1524: Italian explorer Giovanni da Verrazano (sic), on an expedition sponsored by the French crown, sails into New York Harbor. He records his discovery but never sets foot on land.
1600
1609: Englishman Henry Hudson, backed by the Dutch East India Company, arrives in New York in his ship, the Half Moon, and explores the river that now bears his name.
1626: Dutch colonial Governor Peter Minuit purchases Manhattan from its Algonquin speaking indigenous residents for "$24 in beads and trinkets."
1656: Governor Peter Stuyvesant declares beaver pelts a legal form of currency, valued at eight Dutch florins apiece.
1664: The Dutch cede control of New Amsterdam to the British, who promptly rename it New York.
1693: Ninety two cannon are installed at the southern tip of Manhattan to protect the British colony and the site becomes known as the Battery.
1700
1731: New York's first fire department is established, with engines imported from London.
1733: The Bowling Green is set aside as a public park, "with walks therein for the beauty and ornament... as well as for sports and delight of the inhabitants of the citie."

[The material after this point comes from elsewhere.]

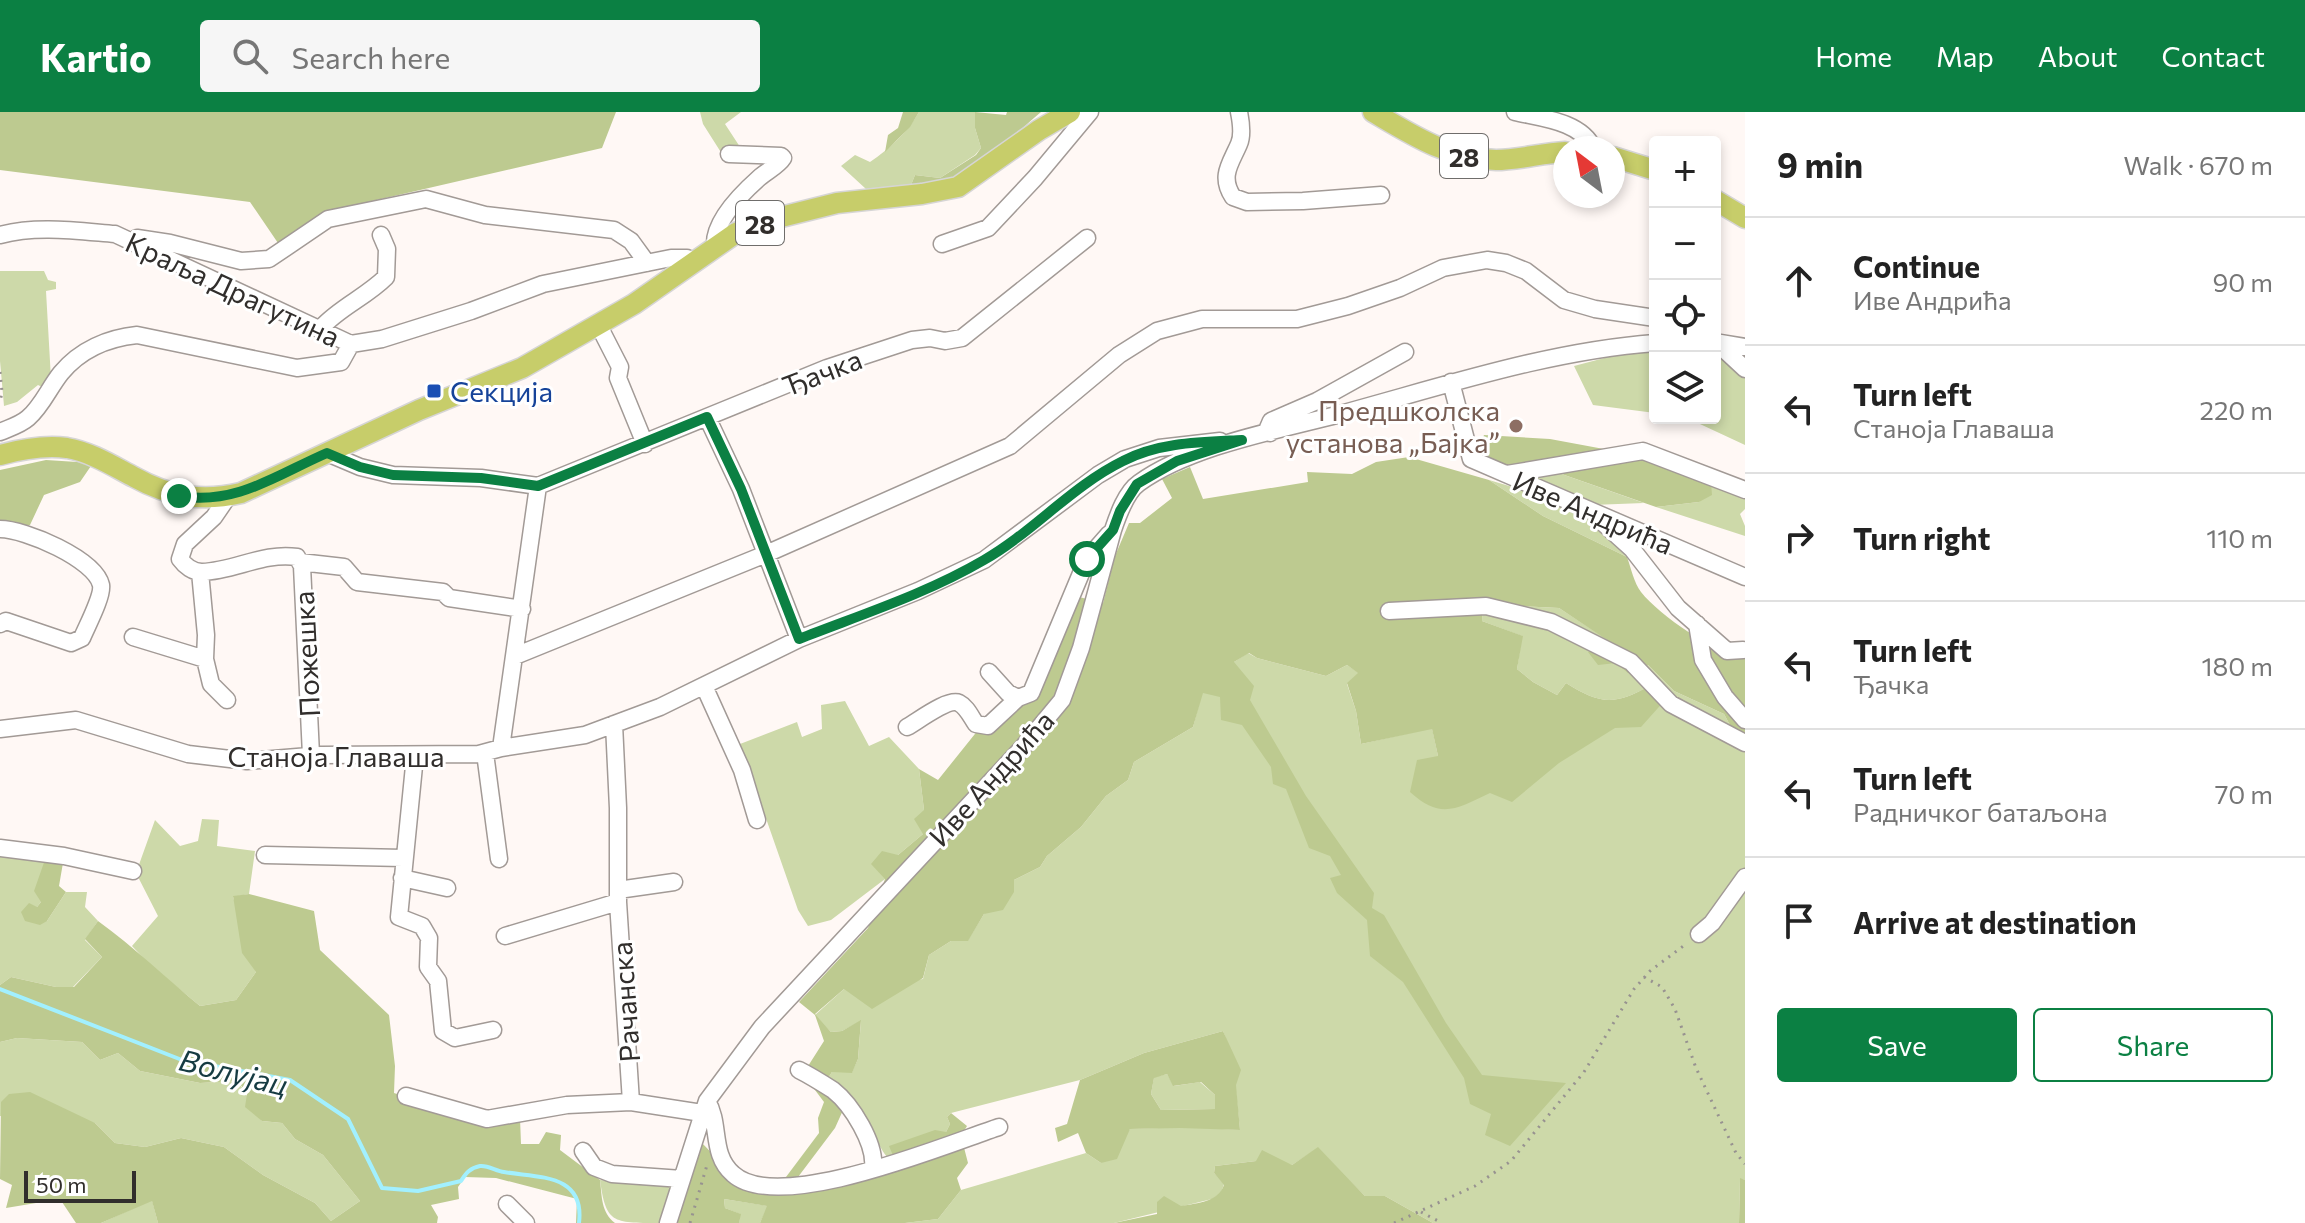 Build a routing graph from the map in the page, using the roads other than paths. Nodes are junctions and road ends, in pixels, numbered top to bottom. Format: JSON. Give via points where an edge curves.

1776: The Revolutionary War begins. British Admiral William Howe assembles a fleet of 100 warships in New York harbor.
1783: British troops leave New
York City.
1789: Congress meets in New York and ratifies the U.S. Constitution. George Washington is inaugurated as the nation's first President.
1792: A Stock Exchange is established under a Wall Street tree.
1800
1808: Castle Clinton is built on a small island just off the Battery. Later landfill operations joined the island to the rest of Manhattan.
1823: Castle Clinton becomes the property of the City, is renamed Castle Garden, and becomes a popular public entertainment venue.
1824: The Marquis de La Fayette, hero of the Revolutionary War, is showered with flowers by grateful New Yorkers as he arrives in the city.
1842: Inventor Samuel F.B. Morse tests his new "telegraph" on a line between Castle Clinton and Governor's Island.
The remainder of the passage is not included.